Pero ya sabía de qué pérfidos trucos era capaz el artero Dios Tiamek, para cuyo poder la realidad y la apariencia son solo dos caras de la misma moneda.

Por eso, en un esfuerzo supremo, alcé el trozo de espada que no había soltado y lo clavé con fuerza en el mismo centro de la sombra que me elevaba desgarrándome.

Con un alarido inhumano, Aquello me soltó. Y caí al vacío.

Largamente…



Cuando recobré el sentido estaba en el cuarto de desahogo de Miguel. Lo miré, aún exánime… y supe lo que tenía que hacer.

Lo que no significa que fuese fácil, ni mucho menos.

Antes de que se despertara por completo, tomé su propio cuchillo y lo degollé.

No, no fue sencillo en absoluto.
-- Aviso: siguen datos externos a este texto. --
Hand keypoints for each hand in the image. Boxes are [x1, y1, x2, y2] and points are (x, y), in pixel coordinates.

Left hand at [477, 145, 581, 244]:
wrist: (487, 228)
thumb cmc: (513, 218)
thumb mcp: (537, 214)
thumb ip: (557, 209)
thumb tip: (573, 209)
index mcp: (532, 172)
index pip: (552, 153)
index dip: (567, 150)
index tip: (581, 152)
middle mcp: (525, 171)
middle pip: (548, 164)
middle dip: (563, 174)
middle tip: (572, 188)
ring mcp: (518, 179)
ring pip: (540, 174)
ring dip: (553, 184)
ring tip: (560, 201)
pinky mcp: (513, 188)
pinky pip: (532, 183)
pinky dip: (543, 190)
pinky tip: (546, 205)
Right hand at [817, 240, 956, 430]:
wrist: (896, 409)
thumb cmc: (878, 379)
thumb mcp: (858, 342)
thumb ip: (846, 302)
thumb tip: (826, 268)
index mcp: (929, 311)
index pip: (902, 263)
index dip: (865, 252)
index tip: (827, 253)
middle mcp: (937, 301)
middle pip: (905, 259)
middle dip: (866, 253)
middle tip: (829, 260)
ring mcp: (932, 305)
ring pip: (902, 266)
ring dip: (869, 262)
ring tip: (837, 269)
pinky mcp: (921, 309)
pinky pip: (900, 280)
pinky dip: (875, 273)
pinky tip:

Habíamos sido muy amigos.

Al final abrió los ojos, me miró como con asombro con aquellas pupilas en las que ya se veía la muerte y el fin… y juraría que aquella mirada postrera era también de agradecimiento.

No quiero pensar en la otra posibilidad…

En el suelo, entre los añicos de la vieja mesa que no había podido resistir más tiempo su terrible peso, la piedra seguía brillando tenuemente.

Ya sospechaba que nada en el mundo podría destruirla, pero de todos modos lo intenté. En vano, por supuesto. Cuando la volví a golpear por cuarta o quinta vez con el cuchillo ensangrentado, un fulgor extraño brotó de sus entrañas, partiendo la hoja de acero y derribándome, exánime.

Así me encontró la policía.



Escribo esto porque alguien tiene que hacer algo, y pronto. Ya. La piedra ha desaparecido, quizás hasta haya vuelto al subterráneo santuario de Punta Gorda donde la tomó mi amigo. O a otro escondrijo cualquiera.

Ojalá que haya sido a otro…

Me preocupa lo que puede haber sido de los diarios y las notas del viejo Cuesta. Miguel nunca me dijo que los hubiera destruido, o al menos ocultado. Y sospecho que en Moa, en los claustros de esa terrible universidad aún sobrevive el culto oscuro a Tiamek. El antiguo ritual sigue allí, perpetuándose, creciendo bajo nuestra ignorancia inocente, tras el telón de inocentes estudios científicos de la Minería y la Geología.

Quizás aún no sea tarde… pero debemos de hacer algo ya si queremos que el horror perpetuo no se enseñoree sobre nuestro mundo.

El hospital no ha sido tan duro como me temía. El psiquiatra que me está tratando incluso se ha vuelto amigo mío y ya no me pone camisas de fuerza, al percatarse de que solo escribo y escribo, y que ya no me dan los ataques de antes. Si me porto bien y tomo todos los medicamentos, cada día hasta me regala varias hojas en blanco para que escriba mis «raras fantasías», como él las llama.

Pero es insistente, eso sí. Ayer me preguntó de nuevo por qué fue que maté en realidad a mi amigo… ¡Por Dios! ¿Cuántas veces se lo voy a decir?

La culpa fue de la serpiente alada sostenida en un puño que Miguel tenía tatuada en su brazo.

El mismo horrible dibujo que, grabado a fuego innumerables veces, yo jamás podría olvidar cómo adornaba el rostro de Robram, el cuerpo humano de Tiamek.